Henry Ford (1863 – 1947) stands alone as a lone visionary personally responsible for the creation of the automobile industry in America.
A self-trained mechanic with a lifelong disdain of experts with university degrees, Ford built his firsts automobile in 1893, and a decade later he founded the Ford Motor Company.
Ford Motor Company was established in 1903 by Henry Ford and 11 business associates. At that time, the US was home of 87 other car companies. Before Ford, cars were luxury items, very expensive and only affordable by the wealthy. Ford’s genius was to recognize that with the right technology, cars can be made available to the public at an affordable price.
He intended to produce “the car for the great attitude,” and to do he had to harmonies mass production with mass consumption. Ford was not the first manufacturer to use interchangeable parts or to run an assembly line, but in his quest to produce an inexpensive and standardized product he perfected assembly line production techniques.

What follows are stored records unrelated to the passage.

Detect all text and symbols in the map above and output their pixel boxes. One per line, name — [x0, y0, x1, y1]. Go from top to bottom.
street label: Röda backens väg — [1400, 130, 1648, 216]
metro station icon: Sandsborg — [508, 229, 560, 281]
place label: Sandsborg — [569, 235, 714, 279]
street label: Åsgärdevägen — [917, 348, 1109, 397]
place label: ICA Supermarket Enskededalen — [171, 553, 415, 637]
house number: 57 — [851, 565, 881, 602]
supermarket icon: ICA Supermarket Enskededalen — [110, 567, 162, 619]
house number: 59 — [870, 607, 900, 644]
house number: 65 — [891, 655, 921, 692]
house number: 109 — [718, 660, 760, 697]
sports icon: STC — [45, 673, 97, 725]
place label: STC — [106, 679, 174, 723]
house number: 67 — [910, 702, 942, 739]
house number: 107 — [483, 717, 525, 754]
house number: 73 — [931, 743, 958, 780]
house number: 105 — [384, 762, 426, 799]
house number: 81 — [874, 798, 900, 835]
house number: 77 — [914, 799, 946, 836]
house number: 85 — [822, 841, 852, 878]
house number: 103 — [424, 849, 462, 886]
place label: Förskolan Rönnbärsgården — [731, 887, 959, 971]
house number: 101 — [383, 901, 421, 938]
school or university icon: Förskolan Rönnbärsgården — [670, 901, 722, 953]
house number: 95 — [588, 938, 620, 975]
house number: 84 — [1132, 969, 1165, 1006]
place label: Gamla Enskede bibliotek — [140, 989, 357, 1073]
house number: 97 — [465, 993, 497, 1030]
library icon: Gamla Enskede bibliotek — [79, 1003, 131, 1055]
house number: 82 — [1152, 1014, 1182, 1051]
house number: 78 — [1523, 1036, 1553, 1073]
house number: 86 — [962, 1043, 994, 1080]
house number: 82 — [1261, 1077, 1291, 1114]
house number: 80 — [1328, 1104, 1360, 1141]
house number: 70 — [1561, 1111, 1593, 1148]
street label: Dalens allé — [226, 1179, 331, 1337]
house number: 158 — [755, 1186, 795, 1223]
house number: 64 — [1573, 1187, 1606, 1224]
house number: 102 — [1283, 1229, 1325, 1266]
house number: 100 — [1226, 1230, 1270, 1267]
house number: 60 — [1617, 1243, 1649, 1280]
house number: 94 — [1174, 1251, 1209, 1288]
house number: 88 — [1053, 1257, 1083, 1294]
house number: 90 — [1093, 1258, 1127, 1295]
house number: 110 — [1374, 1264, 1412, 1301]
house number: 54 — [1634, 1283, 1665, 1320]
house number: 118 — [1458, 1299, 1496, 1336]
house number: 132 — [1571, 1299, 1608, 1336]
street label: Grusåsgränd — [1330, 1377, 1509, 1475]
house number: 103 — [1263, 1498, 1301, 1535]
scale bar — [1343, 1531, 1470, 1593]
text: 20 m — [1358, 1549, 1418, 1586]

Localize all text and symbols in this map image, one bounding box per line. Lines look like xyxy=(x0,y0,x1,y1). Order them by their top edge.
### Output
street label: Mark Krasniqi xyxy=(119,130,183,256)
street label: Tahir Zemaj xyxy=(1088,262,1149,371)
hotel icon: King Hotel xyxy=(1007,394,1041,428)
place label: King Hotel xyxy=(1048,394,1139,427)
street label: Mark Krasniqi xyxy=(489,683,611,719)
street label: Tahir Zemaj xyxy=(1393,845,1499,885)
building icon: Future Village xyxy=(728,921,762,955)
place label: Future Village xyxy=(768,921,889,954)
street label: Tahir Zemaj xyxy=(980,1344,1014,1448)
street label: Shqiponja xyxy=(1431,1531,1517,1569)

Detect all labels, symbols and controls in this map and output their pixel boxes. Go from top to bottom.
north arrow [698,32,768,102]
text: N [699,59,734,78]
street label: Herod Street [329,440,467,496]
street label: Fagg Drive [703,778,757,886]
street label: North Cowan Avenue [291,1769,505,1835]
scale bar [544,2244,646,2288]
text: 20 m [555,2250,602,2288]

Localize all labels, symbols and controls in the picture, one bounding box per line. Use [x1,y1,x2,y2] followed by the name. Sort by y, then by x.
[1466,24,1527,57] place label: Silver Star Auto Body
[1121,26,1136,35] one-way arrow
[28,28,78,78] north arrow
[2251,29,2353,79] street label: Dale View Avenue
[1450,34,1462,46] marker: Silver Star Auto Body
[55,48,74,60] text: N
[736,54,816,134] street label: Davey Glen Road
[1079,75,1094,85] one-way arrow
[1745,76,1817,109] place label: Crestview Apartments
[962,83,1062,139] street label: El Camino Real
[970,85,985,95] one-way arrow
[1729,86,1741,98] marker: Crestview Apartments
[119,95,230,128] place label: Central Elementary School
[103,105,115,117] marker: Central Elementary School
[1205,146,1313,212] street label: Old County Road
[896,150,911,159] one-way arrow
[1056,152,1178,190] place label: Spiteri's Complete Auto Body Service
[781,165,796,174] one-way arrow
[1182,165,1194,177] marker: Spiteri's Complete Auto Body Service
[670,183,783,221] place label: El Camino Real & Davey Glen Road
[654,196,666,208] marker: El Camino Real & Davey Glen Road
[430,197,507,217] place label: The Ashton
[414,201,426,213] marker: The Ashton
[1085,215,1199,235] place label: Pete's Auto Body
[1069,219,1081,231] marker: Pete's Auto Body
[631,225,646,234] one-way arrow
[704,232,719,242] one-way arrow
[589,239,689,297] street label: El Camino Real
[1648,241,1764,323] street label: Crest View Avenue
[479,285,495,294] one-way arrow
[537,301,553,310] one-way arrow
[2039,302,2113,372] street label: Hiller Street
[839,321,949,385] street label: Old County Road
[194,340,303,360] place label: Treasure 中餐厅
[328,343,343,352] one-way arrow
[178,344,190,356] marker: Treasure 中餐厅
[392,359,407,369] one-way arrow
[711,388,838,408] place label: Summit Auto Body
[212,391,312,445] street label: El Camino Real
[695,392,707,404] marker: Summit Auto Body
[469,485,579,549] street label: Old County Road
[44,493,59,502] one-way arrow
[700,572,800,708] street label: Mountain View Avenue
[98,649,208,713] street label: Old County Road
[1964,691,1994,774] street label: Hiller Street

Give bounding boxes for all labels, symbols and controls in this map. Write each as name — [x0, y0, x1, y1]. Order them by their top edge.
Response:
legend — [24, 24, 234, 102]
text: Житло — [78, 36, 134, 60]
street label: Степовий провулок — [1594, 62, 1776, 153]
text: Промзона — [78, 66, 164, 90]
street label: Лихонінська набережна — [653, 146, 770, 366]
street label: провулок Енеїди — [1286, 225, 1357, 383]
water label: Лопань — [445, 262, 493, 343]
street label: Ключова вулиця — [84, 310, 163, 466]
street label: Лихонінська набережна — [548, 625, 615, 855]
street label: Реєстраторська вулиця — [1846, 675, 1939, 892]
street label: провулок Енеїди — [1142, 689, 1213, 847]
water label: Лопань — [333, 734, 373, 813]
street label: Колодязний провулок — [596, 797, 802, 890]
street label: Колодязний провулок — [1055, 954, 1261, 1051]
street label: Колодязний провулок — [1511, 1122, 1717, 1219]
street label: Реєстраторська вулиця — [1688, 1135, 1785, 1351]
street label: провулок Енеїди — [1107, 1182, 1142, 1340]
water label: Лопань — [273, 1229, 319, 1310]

The result proved dramatic. In 1908, before he introduced the assembly line, Ford made 10,607 Model Ts – the “Tin Lizzie” – which he sold for $850 each. It was a powerful car with a possible speed of 45 mph. It could run 25 miles on a gallon of gasoline. It carried a 20-horsepower, side-valve four-cylinder engine and two-speed planetary transmission on a 100-inch wheelbase.
He shifted to an assembly line in 1913, and production quickly rose to 300,000 cars a year.
In 1916 he sold 730,041 Model Ts for $360 each, and in 1924 he produced two million of the cars retailing at $290 each. A total of fifteen million Model Ts rolled out of Ford plants before production ceased in 1927.
Prior to Ford, it took over twelve hours to assemble a car. By contrast his first assembly line turned out a model T every 93 minutes, and by 1927 Ford was making a Model T every 24 seconds.
In 1919, after a conflict between Henry Ford and the stockholders, several investors left and the company became wholly owned by the Ford family.
In 1922, Ford bought Lincoln Motor Company, named after Abraham Lincoln, for $8 million. Lincoln became the first "outsider" to join the Ford family of vehicle brands and initiated the company's entrance into the luxury market.
In the mid-1950s, Ford went public. In the same decade, Ford introduced the legendary Ford Thunderbird at Detroit’s first auto show after World War II. The Ford Motor Company became not only the world’s largest automobile manufacturer but the world’s largest industrial enterprise.
History of Ford Motor
History is about people in society, their actions and interactions, the beliefs and prejudices their pasts and presents. History is the science which investigates and then records past human activities as are definite in time and space, social in nature and socially significant. The word ‘History’ means learned, expert, and knowledgeable. The word history has the connotation of finding out by investigation or inquiry.